[Dataset items]
......
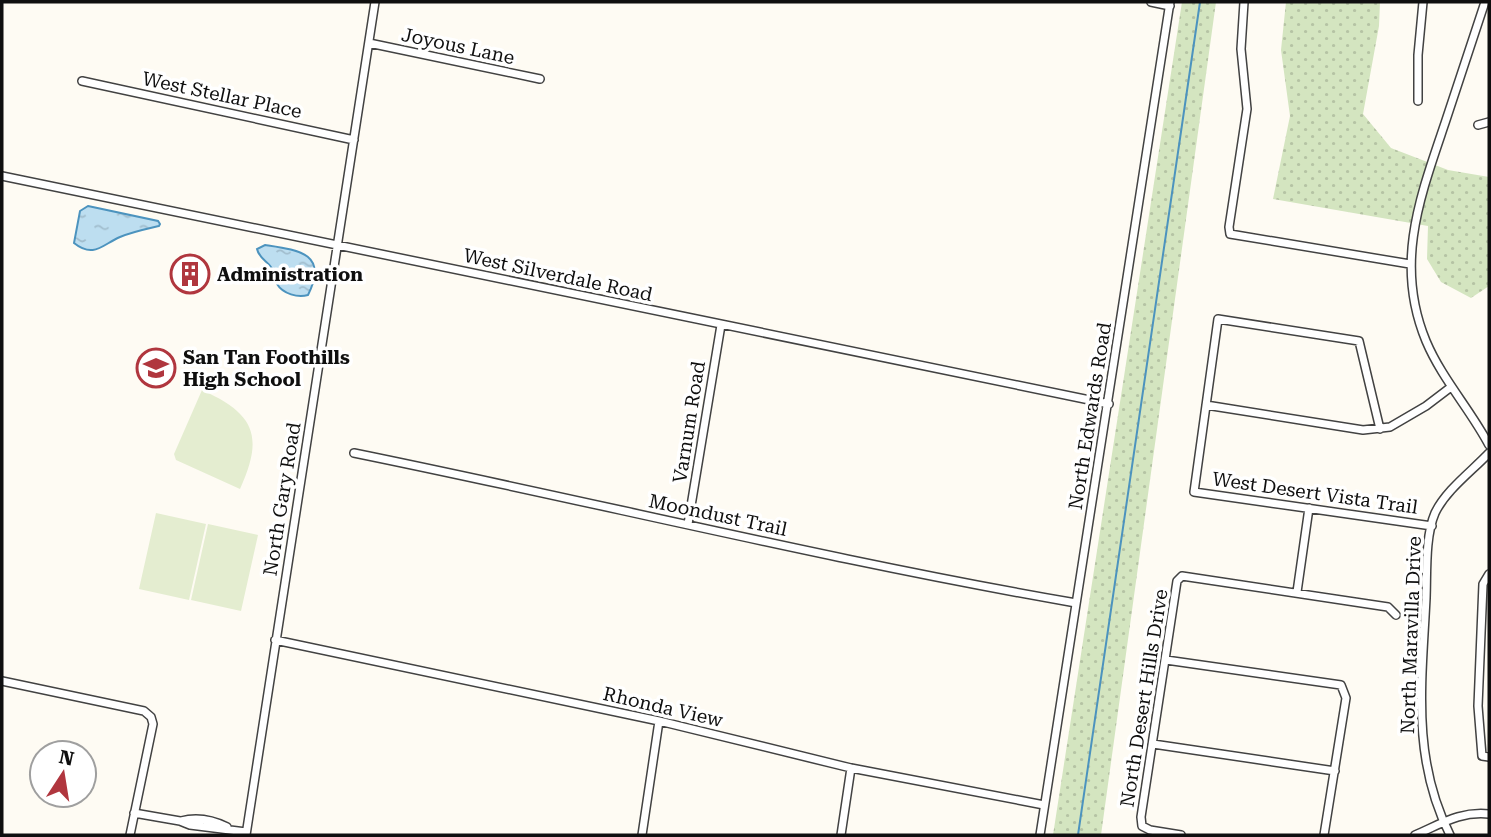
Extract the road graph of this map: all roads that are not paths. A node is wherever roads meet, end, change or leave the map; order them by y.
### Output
1 (375, 2) edge
2 (1151, 2) edge
3 (1244, 2) edge
4 (1423, 2) edge
5 (1485, 2) edge
6 (1170, 4) edge
7 (369, 43) junction
8 (540, 79) dead end
9 (82, 81) dead end
10 (1418, 102) dead end
11 (1489, 122) edge
12 (1478, 125) dead end
13 (354, 140) junction
14 (2, 176) edge
15 (337, 246) junction
16 (1410, 264) junction
17 (720, 324) junction
18 (1451, 387) junction
19 (1109, 404) junction
20 (1206, 405) junction
21 (1380, 429) junction
22 (1489, 445) edge
23 (354, 453) dead end
24 (1489, 453) edge
25 (1309, 508) junction
26 (688, 524) junction
27 (1432, 526) junction
28 (1489, 574) edge
29 (1297, 592) junction
30 (1076, 603) junction
31 (1396, 615) dead end
32 (275, 640) junction
33 (1166, 660) junction
34 (1480, 668) junction
35 (1489, 670) edge
36 (2, 681) edge
37 (659, 720) junction
38 (1153, 744) junction
39 (1486, 757) edge
40 (851, 768) junction
41 (1335, 771) junction
42 (1044, 805) junction
43 (134, 813) junction
44 (1489, 814) edge
45 (1444, 822) junction
46 (246, 834) edge
47 (130, 835) edge
48 (642, 835) edge
49 (841, 835) edge
50 (1040, 835) edge
51 (1181, 835) edge
52 (1324, 835) edge
53 (1415, 835) edge
54 (1450, 835) edge

1 - 7 street, North Gary Road
2 - 6 street
3 - 16 street
4 - 10 street
5 - 16 street
6 - 19 street, North Edwards Road
7 - 8 street, Joyous Lane
7 - 13 street, North Gary Road
9 - 13 street, West Stellar Place
11 - 12 street
13 - 15 street, North Gary Road
14 - 15 street, West Silverdale Road
15 - 17 street, West Silverdale Road
15 - 32 street, North Gary Road
16 - 18 street
17 - 19 street, West Silverdale Road
17 - 26 street, Varnum Road
18 - 21 street
18 - 22 street
19 - 30 street, North Edwards Road
20 - 21 street
20 - 21 street
20 - 25 street, West Desert Vista Trail
23 - 26 street, Moondust Trail
24 - 27 street, North Maravilla Drive
25 - 27 street, West Desert Vista Trail
25 - 29 street
26 - 30 street, Moondust Trail
27 - 45 street, North Maravilla Drive
28 - 34 street
29 - 31 street
29 - 33 street, North Desert Hills Drive
30 - 42 street, North Edwards Road
32 - 37 street, Rhonda View
32 - 46 street, North Gary Road
33 - 38 street, North Desert Hills Drive
33 - 41 street
34 - 35 street
34 - 39 street
36 - 43 street
37 - 40 street, Rhonda View
37 - 48 street
38 - 41 street
38 - 51 street, North Desert Hills Drive
40 - 42 street, Rhonda View
40 - 49 street
41 - 52 street
42 - 50 street, North Edwards Road
43 - 46 street
43 - 47 street
44 - 45 street
45 - 53 street
45 - 54 street, North Maravilla Drive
......
> [Work task]:
Keep the pictures out of your copy, and repeat every entry above exactly.

> [Solution to the problem]:
Extract the road graph of this map: all roads that are not paths. A node is wherever roads meet, end, change or leave the map; order them by y.
### Output
1 (375, 2) edge
2 (1151, 2) edge
3 (1244, 2) edge
4 (1423, 2) edge
5 (1485, 2) edge
6 (1170, 4) edge
7 (369, 43) junction
8 (540, 79) dead end
9 (82, 81) dead end
10 (1418, 102) dead end
11 (1489, 122) edge
12 (1478, 125) dead end
13 (354, 140) junction
14 (2, 176) edge
15 (337, 246) junction
16 (1410, 264) junction
17 (720, 324) junction
18 (1451, 387) junction
19 (1109, 404) junction
20 (1206, 405) junction
21 (1380, 429) junction
22 (1489, 445) edge
23 (354, 453) dead end
24 (1489, 453) edge
25 (1309, 508) junction
26 (688, 524) junction
27 (1432, 526) junction
28 (1489, 574) edge
29 (1297, 592) junction
30 (1076, 603) junction
31 (1396, 615) dead end
32 (275, 640) junction
33 (1166, 660) junction
34 (1480, 668) junction
35 (1489, 670) edge
36 (2, 681) edge
37 (659, 720) junction
38 (1153, 744) junction
39 (1486, 757) edge
40 (851, 768) junction
41 (1335, 771) junction
42 (1044, 805) junction
43 (134, 813) junction
44 (1489, 814) edge
45 (1444, 822) junction
46 (246, 834) edge
47 (130, 835) edge
48 (642, 835) edge
49 (841, 835) edge
50 (1040, 835) edge
51 (1181, 835) edge
52 (1324, 835) edge
53 (1415, 835) edge
54 (1450, 835) edge

1 - 7 street, North Gary Road
2 - 6 street
3 - 16 street
4 - 10 street
5 - 16 street
6 - 19 street, North Edwards Road
7 - 8 street, Joyous Lane
7 - 13 street, North Gary Road
9 - 13 street, West Stellar Place
11 - 12 street
13 - 15 street, North Gary Road
14 - 15 street, West Silverdale Road
15 - 17 street, West Silverdale Road
15 - 32 street, North Gary Road
16 - 18 street
17 - 19 street, West Silverdale Road
17 - 26 street, Varnum Road
18 - 21 street
18 - 22 street
19 - 30 street, North Edwards Road
20 - 21 street
20 - 21 street
20 - 25 street, West Desert Vista Trail
23 - 26 street, Moondust Trail
24 - 27 street, North Maravilla Drive
25 - 27 street, West Desert Vista Trail
25 - 29 street
26 - 30 street, Moondust Trail
27 - 45 street, North Maravilla Drive
28 - 34 street
29 - 31 street
29 - 33 street, North Desert Hills Drive
30 - 42 street, North Edwards Road
32 - 37 street, Rhonda View
32 - 46 street, North Gary Road
33 - 38 street, North Desert Hills Drive
33 - 41 street
34 - 35 street
34 - 39 street
36 - 43 street
37 - 40 street, Rhonda View
37 - 48 street
38 - 41 street
38 - 51 street, North Desert Hills Drive
40 - 42 street, Rhonda View
40 - 49 street
41 - 52 street
42 - 50 street, North Edwards Road
43 - 46 street
43 - 47 street
44 - 45 street
45 - 53 street
45 - 54 street, North Maravilla Drive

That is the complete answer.